Giuseppe Didonna: Gazeteci
Yasakları mantıklı buldular
2010'da doktorasını yapmak için geldiği Türkiye'de kalan Didonna, İtalyan haber ajansı AGI'nin Türkiye temsilciliğini yürütüyor. Didonna, pandemi başladığında neler yaşanacağı konusunda endişelendiğini söylüyor. Sınırlar kapatıldığı için ailesiyle ve dostlarıyla telefon ve zoom üzerinden görüşen Didonna, "Hiç kimse mutlu değildi. Kendi hükümetlerinin aldıkları önlemler kimseyi tatmin etmemişti. Açıkçası Türkiye'deki durumu ve kısıtlamaları anlattığımda insanların ilgilendiğini gördüm. Gençlere ve 65 yaş üstüne yönelik yasaklar herkese çok mantıklı geldi. Özellikle de İtalyanlara..." Bu dönemde işlerine ara vermeyen ve yoğun bir şekilde çalışan İtalya gazeteci, fırsat buldukça ülke içinde seyahat etmiş. Ağustosta Ağrı Dağı'na çıkmış. Ekimde de dalış sertifikasını almış.

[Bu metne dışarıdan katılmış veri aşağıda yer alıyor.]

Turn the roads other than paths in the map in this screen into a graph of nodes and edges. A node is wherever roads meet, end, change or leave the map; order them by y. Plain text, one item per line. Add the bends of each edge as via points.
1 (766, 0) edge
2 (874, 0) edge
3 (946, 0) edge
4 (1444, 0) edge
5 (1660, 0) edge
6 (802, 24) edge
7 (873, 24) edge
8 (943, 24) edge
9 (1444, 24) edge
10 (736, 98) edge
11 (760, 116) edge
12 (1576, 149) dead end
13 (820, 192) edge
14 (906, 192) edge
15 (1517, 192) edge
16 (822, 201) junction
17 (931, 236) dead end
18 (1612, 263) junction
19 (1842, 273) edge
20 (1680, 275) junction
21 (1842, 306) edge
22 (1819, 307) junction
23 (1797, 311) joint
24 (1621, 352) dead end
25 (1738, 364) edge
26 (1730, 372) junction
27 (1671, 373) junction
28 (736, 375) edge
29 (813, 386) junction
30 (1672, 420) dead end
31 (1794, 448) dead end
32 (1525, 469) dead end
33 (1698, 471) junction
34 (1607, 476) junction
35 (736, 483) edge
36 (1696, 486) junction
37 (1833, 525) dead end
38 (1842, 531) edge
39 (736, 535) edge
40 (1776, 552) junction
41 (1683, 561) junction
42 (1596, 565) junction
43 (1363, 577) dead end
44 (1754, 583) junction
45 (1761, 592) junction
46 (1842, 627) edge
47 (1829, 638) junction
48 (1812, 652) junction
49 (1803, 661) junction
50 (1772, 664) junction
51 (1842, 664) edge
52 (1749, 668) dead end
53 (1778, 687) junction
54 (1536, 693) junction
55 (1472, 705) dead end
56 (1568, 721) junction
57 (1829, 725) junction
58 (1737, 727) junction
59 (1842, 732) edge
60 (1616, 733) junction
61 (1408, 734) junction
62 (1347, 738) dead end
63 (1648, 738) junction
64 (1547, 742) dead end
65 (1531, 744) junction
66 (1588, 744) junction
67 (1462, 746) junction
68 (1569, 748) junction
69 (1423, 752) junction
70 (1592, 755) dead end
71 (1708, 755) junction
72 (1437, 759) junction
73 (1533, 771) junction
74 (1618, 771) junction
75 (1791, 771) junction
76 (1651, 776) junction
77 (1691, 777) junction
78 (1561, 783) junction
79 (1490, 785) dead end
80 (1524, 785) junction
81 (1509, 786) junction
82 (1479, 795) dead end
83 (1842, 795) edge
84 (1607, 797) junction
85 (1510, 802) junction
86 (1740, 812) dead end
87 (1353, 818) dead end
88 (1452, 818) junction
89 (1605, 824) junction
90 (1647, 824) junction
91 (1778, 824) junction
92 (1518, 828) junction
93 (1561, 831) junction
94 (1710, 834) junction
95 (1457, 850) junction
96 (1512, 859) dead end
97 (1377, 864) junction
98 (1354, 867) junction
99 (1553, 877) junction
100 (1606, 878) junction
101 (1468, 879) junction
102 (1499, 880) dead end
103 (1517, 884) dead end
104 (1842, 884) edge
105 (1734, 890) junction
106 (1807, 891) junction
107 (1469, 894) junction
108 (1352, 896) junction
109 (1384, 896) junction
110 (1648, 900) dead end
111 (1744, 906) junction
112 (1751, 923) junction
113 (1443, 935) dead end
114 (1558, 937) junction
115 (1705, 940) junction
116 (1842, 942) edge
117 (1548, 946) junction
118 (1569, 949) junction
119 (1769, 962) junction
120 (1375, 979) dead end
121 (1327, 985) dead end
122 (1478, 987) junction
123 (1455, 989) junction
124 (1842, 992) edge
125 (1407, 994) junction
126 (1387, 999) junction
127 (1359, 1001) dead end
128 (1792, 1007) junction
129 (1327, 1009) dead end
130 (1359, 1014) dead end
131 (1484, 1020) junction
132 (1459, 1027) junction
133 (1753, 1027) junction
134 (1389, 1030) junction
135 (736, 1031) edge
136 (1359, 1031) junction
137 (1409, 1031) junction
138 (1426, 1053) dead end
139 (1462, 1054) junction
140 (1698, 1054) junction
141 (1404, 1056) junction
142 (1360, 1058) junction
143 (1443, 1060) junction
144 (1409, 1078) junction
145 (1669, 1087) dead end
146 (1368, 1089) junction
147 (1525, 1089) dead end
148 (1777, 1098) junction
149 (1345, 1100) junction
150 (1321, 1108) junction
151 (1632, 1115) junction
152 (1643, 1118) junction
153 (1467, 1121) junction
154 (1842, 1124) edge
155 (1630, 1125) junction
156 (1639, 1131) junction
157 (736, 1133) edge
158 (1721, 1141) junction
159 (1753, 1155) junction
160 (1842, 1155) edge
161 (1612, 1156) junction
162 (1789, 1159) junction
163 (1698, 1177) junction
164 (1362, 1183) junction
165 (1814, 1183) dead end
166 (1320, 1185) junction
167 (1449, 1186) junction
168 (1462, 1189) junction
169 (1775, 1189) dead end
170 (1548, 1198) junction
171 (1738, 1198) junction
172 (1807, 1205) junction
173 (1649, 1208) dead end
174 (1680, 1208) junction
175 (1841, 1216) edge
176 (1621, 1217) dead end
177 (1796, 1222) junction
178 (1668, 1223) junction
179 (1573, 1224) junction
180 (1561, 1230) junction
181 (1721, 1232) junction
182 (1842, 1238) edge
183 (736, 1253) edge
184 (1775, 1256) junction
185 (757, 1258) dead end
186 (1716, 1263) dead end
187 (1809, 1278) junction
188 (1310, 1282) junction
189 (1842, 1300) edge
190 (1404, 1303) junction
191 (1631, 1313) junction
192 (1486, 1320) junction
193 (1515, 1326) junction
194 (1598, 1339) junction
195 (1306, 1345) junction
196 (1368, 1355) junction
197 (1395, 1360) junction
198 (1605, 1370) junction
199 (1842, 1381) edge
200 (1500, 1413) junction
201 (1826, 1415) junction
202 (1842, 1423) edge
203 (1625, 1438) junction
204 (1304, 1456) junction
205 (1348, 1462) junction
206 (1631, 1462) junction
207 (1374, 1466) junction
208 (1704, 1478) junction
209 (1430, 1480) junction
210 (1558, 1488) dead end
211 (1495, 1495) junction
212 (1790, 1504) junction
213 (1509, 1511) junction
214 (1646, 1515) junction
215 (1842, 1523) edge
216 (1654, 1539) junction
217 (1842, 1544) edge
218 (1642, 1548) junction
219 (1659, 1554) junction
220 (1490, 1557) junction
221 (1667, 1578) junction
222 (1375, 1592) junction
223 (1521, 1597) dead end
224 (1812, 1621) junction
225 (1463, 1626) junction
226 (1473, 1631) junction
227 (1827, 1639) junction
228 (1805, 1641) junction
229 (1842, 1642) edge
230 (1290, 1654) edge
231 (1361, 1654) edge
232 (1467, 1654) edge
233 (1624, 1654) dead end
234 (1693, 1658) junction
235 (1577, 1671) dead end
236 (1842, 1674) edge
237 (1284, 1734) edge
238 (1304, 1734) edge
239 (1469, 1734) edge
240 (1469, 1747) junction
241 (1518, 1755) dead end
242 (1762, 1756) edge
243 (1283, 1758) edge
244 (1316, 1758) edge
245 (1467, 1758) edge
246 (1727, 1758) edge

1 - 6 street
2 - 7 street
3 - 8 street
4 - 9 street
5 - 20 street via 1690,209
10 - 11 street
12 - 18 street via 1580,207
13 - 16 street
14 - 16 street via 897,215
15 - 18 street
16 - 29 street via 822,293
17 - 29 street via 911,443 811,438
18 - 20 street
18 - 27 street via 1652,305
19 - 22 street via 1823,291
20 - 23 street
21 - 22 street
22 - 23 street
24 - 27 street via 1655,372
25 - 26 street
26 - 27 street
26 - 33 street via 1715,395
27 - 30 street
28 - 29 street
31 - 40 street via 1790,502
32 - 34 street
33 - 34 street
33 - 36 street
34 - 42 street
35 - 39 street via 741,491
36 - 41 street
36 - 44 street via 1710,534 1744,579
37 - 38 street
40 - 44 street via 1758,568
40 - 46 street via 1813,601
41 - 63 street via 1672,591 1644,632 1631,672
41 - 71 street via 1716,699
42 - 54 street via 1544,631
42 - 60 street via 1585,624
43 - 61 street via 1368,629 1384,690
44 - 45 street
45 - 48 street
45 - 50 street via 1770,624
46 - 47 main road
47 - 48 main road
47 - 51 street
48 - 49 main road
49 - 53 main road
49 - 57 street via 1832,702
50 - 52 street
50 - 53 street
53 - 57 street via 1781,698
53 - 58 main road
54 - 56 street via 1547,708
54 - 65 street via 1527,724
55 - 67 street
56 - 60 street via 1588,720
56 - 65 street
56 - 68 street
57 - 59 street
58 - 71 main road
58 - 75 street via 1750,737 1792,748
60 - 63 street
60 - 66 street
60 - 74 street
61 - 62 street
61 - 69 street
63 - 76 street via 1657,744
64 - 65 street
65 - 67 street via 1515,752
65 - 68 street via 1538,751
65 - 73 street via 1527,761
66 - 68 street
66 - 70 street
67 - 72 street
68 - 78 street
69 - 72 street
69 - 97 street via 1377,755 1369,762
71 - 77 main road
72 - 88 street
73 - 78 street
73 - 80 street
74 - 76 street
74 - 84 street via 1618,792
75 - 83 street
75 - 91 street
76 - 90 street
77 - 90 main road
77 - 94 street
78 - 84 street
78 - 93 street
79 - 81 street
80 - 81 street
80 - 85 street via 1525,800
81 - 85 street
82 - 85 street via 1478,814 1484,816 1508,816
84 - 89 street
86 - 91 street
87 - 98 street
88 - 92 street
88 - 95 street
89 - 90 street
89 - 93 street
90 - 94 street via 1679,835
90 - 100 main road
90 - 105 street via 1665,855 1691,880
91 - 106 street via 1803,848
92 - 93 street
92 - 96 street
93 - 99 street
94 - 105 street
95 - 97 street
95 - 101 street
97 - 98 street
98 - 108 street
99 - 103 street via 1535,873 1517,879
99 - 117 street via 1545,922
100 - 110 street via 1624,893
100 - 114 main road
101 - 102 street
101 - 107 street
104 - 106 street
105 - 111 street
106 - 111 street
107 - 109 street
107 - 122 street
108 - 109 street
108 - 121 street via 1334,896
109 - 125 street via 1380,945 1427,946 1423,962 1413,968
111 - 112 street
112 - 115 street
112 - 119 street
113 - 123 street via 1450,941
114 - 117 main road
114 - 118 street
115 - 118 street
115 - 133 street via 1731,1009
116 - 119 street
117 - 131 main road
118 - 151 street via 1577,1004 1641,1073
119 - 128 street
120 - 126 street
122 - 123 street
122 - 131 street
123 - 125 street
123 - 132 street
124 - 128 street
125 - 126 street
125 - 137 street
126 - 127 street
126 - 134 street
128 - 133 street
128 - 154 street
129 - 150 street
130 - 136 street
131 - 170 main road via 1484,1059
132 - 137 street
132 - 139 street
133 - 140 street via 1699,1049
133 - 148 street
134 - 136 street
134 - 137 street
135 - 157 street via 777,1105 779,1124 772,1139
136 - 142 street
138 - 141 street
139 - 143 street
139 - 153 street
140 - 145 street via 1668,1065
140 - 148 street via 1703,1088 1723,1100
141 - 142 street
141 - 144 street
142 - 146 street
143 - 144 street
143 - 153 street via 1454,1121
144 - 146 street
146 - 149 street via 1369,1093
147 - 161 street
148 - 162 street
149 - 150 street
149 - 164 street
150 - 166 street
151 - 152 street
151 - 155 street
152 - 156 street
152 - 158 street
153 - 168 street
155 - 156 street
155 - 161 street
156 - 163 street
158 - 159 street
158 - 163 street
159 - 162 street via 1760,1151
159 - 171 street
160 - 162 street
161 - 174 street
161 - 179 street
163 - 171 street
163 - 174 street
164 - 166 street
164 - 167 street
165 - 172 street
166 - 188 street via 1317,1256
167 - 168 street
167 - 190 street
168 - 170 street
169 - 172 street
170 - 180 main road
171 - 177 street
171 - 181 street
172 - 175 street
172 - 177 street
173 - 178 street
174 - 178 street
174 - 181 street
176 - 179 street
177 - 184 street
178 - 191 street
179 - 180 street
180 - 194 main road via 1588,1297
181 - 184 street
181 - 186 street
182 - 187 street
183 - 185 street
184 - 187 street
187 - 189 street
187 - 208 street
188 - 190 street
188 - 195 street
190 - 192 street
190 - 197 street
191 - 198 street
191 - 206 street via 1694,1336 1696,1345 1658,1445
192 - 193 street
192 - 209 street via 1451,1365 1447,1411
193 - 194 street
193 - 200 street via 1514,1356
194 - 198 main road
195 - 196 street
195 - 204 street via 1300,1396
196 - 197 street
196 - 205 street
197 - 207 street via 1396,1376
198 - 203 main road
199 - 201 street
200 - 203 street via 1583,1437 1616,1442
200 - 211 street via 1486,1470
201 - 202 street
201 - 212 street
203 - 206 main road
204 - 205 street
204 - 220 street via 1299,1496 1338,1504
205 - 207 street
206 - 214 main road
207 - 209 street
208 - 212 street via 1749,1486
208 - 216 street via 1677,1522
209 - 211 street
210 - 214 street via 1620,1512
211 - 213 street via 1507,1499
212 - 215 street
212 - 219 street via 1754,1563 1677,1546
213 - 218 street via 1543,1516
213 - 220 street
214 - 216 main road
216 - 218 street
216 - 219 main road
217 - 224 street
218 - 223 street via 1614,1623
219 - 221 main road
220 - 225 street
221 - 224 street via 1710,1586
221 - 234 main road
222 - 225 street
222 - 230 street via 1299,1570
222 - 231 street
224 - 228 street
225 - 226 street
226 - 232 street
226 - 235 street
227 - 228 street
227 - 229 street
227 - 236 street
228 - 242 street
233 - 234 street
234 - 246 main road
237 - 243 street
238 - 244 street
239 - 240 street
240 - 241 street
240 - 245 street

Claudio Chinali: (Eataly Executive Şefi)
Michelin yıldızlı restoranlarda dört-beş yıl çalıştıktan sonra bir etkinlik için geldiği İstanbul'a âşık olan Chinali, 2009'dan bu yana Türkiye'de. Chinali'yi en çok etkileyen uçsuz bucaksız gastronomi kültürümüz olmuş. İstanbul'da farklı kültürlerin ve dinlerin barış içinde yaşaması da İtalyan şefin burada kalma fikrine âşık olmasında etkili olmuş. "10 yıldır Türkiye'de yaşıyorum, burada kendimi evimde gibi hissediyorum" diyen Chinali'nin, Türkiye'nin sağlık sistemi ile ilgili değerlendirmesi şöyle: "Bugüne kadar buradaki genel ve özel sağlık sistemiyle ilgili deneyimlerim hep kusursuz oldu. Bu da bir ülkede pandemi olsun ya da olmasın kendini güvende hissetmek için önemli." Başarılı şef, Türkiye'nin Covid-19'la mücadelesini de şöyle yorumladı: "Ortalama yaş ve hastane kapasitesi açısından doğru yaklaşımda bulunduğunu düşünüyorum. Yine de bu savaşın kazanılmasında bizim de üzerimize düşeni yapmamız gerekiyor." Chinali, "Pandemi süreci sizin için nasıl geçti?" sorumuza ise şu yanıtı verdi: "İlk iki ay çok karmaşıktı. İki küçük çocuğum var ve dört duvar arasında kalmak psikolojik açıdan hiç de kolay olmadı. Olumlu yönden bakacak olursam ailemle daha fazla zaman geçirdik ve ilişkimiz daha da güçlendi. Bu arada sosyal medyadan da sevdiğim tarifleri takipçilerimle paylaştım."